Mas agora, chega. O livro está todo aqui, já disse, contos que têm algo em comum, obsedados por um mesmo ponto, o ponto inexorável para o qual convergimos — todos nós. Que meus dedos grossos, brutos, se grudem às teclas e daqui não saiam mais, até o fim.

Vem um primeiro toque, e mais outro e ainda outro. Logo as mãos se movem por vontade própria, centopéias nervosas. Observo a pele calosa, os dedos de unhas sujas. Não parecem as mãos de um escritor. Passam a idéia de força bruta, fragilidade nenhuma. São destemidas. Difícil, olhando assim, dizer que são condenadas, as mãos de um homem morto. Não há qualquer cuidado em seu toque sobre as teclas, apenas talvez um tremor mínimo. Mas quando chegar a hora elas estarão firmes, tenho certeza.

O primeiro a se apresentar é o velho.

Ele não tem nome, é um velho apenas.
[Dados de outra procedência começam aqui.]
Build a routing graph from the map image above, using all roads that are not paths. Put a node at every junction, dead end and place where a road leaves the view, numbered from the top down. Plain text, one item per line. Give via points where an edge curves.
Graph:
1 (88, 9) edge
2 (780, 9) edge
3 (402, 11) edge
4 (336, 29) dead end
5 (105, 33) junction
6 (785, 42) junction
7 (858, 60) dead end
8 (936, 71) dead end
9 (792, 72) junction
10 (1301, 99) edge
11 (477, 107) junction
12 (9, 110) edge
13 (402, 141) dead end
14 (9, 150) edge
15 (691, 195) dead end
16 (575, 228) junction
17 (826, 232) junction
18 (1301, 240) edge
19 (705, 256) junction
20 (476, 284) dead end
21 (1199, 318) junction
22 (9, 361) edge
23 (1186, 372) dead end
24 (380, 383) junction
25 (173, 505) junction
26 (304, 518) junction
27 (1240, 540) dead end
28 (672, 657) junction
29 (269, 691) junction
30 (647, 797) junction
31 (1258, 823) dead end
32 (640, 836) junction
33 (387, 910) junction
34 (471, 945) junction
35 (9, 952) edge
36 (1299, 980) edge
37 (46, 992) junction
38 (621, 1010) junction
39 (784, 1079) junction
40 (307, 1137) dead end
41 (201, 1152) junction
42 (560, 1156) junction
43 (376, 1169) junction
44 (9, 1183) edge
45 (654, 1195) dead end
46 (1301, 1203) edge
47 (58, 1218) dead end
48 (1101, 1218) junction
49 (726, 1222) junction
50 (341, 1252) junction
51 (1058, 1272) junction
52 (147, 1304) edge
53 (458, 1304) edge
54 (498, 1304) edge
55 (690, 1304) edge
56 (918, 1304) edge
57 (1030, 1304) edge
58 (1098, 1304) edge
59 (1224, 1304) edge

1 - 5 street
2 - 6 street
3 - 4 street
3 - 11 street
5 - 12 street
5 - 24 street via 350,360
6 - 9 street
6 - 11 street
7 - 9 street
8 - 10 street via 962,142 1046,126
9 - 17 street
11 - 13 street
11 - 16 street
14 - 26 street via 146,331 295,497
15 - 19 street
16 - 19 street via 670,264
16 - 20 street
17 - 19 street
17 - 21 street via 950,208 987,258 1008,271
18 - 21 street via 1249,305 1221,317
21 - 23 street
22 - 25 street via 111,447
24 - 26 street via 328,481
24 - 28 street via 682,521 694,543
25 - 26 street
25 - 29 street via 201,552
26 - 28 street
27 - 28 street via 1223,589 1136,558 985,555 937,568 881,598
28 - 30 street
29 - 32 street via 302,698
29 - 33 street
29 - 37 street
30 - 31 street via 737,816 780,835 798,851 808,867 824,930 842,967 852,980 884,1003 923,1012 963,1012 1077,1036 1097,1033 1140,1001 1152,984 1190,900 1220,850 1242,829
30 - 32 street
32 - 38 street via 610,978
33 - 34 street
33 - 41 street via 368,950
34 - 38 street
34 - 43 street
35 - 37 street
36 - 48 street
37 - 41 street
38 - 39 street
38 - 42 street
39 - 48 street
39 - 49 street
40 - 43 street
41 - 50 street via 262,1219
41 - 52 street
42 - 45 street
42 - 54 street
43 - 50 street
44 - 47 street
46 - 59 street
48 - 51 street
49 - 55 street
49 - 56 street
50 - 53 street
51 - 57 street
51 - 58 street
Ouço sua respiração pesada e nesse ponto ele se parece comigo. Falta-lhe o ar. Imagino seus pulmões como cavernas escuras onde a poeira se vai sedimentando com os anos e a cujas paredes em curva aderem ácaros, em lugar de morcegos.

O velho está cercado de livros. O aposento à sua volta é formado por pilhas e mais pilhas de volumes, de todos os tipos, todas as cores. A penumbra não permite discernir os títulos, mas dá para saber que são, na maioria, livros muito antigos. O velho tenta pegar alguma coisa no alto de uma das pilhas. Suas mãos ressecadas, a pele clara de pergaminho, tateiam com cuidado, há delicadeza nesse toque. Quando se movem para o lado, parecem duas aranhas albinas prontas para o acasalamento.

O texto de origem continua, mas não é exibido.